## [Goal of the exercise]
Take from the records below each line that holds "Bompart".

··· Extracted entries ···

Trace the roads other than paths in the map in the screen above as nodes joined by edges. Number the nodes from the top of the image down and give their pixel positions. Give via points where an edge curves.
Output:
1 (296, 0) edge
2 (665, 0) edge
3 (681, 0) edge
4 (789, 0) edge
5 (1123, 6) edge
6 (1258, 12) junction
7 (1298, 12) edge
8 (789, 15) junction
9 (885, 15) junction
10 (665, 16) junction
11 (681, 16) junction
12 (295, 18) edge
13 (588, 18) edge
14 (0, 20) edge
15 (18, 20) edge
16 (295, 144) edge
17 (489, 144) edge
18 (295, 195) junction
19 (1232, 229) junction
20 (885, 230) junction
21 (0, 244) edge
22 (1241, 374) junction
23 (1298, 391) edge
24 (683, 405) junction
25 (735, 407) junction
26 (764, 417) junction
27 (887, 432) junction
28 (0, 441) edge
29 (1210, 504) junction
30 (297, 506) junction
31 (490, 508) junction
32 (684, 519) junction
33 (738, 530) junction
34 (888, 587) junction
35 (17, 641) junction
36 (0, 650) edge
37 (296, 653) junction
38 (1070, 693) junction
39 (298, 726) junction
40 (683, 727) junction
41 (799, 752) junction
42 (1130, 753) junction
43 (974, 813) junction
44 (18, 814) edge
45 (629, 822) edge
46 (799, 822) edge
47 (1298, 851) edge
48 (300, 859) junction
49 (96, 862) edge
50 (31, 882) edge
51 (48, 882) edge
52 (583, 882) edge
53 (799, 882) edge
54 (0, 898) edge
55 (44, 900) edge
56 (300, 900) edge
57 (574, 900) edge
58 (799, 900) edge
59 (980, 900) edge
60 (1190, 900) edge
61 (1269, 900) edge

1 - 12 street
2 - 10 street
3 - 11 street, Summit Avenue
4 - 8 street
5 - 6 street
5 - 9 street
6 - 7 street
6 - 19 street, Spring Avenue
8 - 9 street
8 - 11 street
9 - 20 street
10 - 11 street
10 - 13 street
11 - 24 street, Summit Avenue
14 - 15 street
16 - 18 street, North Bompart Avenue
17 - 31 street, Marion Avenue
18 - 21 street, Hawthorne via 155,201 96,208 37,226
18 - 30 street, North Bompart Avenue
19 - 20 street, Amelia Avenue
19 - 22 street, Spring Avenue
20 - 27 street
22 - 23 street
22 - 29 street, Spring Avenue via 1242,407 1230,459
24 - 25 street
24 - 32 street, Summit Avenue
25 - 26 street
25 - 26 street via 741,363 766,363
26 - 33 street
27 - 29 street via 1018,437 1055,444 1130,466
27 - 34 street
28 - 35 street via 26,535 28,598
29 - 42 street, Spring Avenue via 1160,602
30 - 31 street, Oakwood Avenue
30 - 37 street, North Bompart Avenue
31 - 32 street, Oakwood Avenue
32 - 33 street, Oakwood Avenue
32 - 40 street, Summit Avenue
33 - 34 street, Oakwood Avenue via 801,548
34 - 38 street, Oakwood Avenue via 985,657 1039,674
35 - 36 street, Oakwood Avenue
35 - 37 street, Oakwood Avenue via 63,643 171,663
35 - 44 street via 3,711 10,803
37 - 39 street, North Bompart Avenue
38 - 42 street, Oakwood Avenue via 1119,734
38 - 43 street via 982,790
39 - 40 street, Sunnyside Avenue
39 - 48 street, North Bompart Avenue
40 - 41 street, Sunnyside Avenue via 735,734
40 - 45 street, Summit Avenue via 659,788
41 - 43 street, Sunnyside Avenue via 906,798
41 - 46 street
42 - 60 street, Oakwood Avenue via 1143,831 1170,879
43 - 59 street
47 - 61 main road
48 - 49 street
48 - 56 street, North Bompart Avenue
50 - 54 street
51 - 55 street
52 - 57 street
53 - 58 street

···

## [Response to the exercise]
16 - 18 street, North Bompart Avenue
18 - 30 street, North Bompart Avenue
30 - 37 street, North Bompart Avenue
37 - 39 street, North Bompart Avenue
39 - 48 street, North Bompart Avenue
48 - 56 street, North Bompart Avenue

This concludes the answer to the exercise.